Why it's vulnerable:
PHP's integer multiplication can overflow on 32-bit systems or with very large operands. If $count * $record_size wraps, the allocated buffer is far smaller than the code expects to fill.

Fixed pattern
<?php
function allocate_records($count, $record_size) {
    // Validate that multiplication won't overflow
    $max_count = PHP_INT_MAX / $record_size;
    if ($count > $max_count || $count < 0) {
        throw new Exception("Invalid count; would overflow");
    }
    
    $buffer_size = $count * $record_size;
    $buffer = str_repeat("\x00", $buffer_size);
    
    return $buffer;
}

$user_count = (int)$_GET['count'];
$buf = allocate_records($user_count, 256);
?>

05Prevention Checklist

Validate all size inputs:
Before using user-supplied or untrusted values in size calculations, check that they fall within safe ranges.
Check for overflow before arithmetic:
Before multiplying or adding integers to compute a buffer size, verify that the result will not overflow.
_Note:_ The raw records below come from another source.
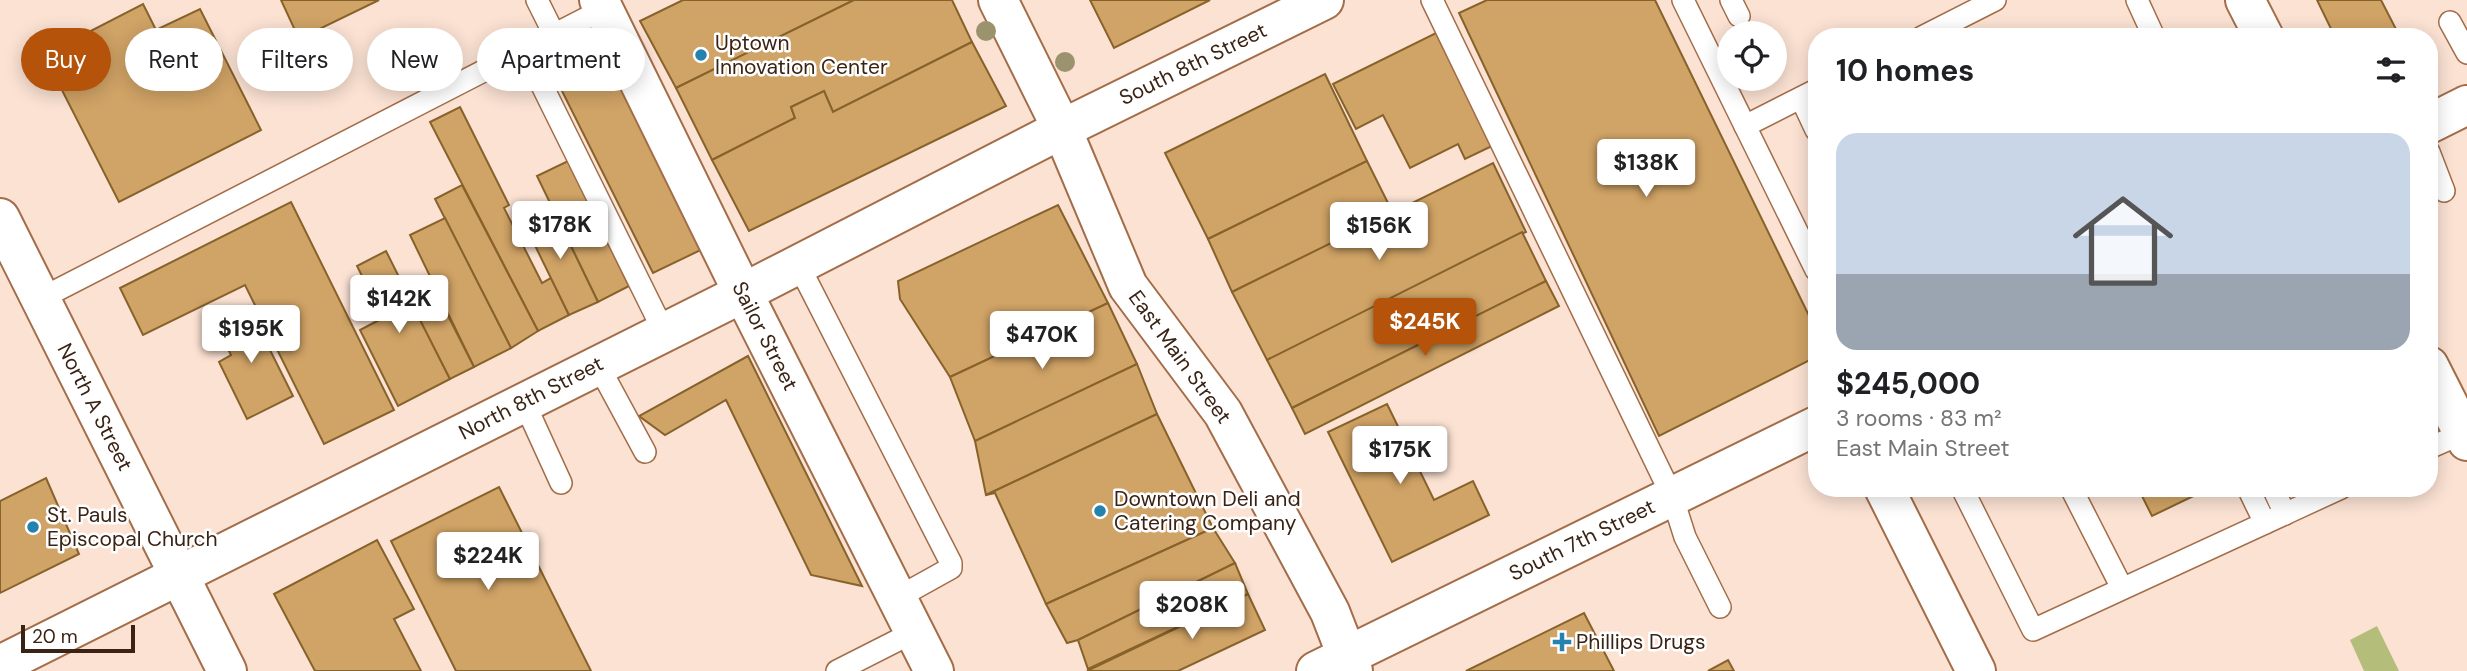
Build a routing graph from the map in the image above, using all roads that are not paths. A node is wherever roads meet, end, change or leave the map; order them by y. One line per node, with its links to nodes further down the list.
1 (537, 0): 11 (lane)
2 (998, 0): 23 (main road, East Main Street)
3 (1324, 0): 23 (main road, South 8th Street)
4 (1432, 0): 39 (lane)
5 (1683, 0): 22 (lane)
6 (1995, 0): 13 (lane)
7 (2137, 0): 14 (lane)
8 (2245, 0): 15 (main road)
9 (601, 5): 12 (lane); 29 (main road, Sailor Street)
10 (2451, 22): 16 (lane)
11 (551, 28)
12 (564, 28)
13 (1940, 28)
14 (2150, 28)
15 (2259, 28)
16 (2467, 53)
17 (477, 73): 30 (lane)
18 (545, 91): 31 (lane)
19 (1808, 94): 22 (lane)
20 (2467, 105): 21 (main road)
21 (2438, 120)
22 (1745, 126): 27 (lane)
23 (1062, 129): 28 (main road, North 8th Street); 54 (main road, East Main Street)
24 (2438, 175): 25 (lane)
25 (2444, 191)
26 (0, 218): 30 (main road, North A Street)
27 (1808, 254)
28 (798, 264): 29 (main road, North 8th Street); 50 (lane)
29 (743, 293): 31 (main road, North 8th Street); 50 (main road, Sailor Street)
30 (40, 299): 48 (main road, North A Street)
31 (664, 332): 32 (main road, North 8th Street)
32 (598, 365): 34 (main road, North 8th Street); 37 (lane)
33 (2438, 388): 36 (main road)
34 (524, 402): 38 (lane); 48 (main road, North 8th Street)
35 (1808, 430): 39 (main road, South 7th Street)
36 (2457, 433)
37 (645, 452)
38 (561, 482)
39 (1672, 496): 51 (lane); 54 (main road, South 7th Street)
40 (1889, 497): 58 (main road)
41 (1966, 497): 49 (lane)
42 (2076, 497): 49 (lane)
43 (2252, 497): 47 (lane)
44 (2277, 497): 46 (lane)
45 (2322, 497): 46 (lane)
46 (2285, 514): 47 (lane)
47 (2265, 523): 49 (lane)
48 (178, 575): 53 (main road, North 8th Street); 55 (main road, North A Street)
49 (2122, 588)
50 (897, 598): 52 (main road, Sailor Street)
51 (1720, 607)
52 (914, 632): 56 (lane); 57 (main road, Sailor Street)
53 (0, 665)
54 (1338, 665)
55 (227, 671)
56 (837, 671)
57 (934, 671)
58 (1976, 671)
Use safe integer libraries or explicit range checks.
Use safe allocation functions:
Prefer APIs that take both count and element size separately and perform overflow checks internally (e.g., calloc in C, or higher-level abstractions).
Apply bounds checking at write time:
Even if allocation succeeds, validate that write operations do not exceed the buffer's actual size.
Use memory-safe languages where feasible:
Languages with automatic bounds checking (Python, Java, C#) are not vulnerable to this class of overflow.
Enable compiler warnings and runtime checks:
Use compiler flags (-ftrapv in GCC) or sanitizers (AddressSanitizer) to detect integer overflows during development and testing.

06Signs You May Already Be Affected

Look for unexpected crashes or segmentation faults in your application, especially when processing files or network data with large size fields. Check your logs for patterns of memory corruption or heap errors. If you use C or C++ and process untrusted input to determine buffer sizes, audit those code paths for integer overflow checks.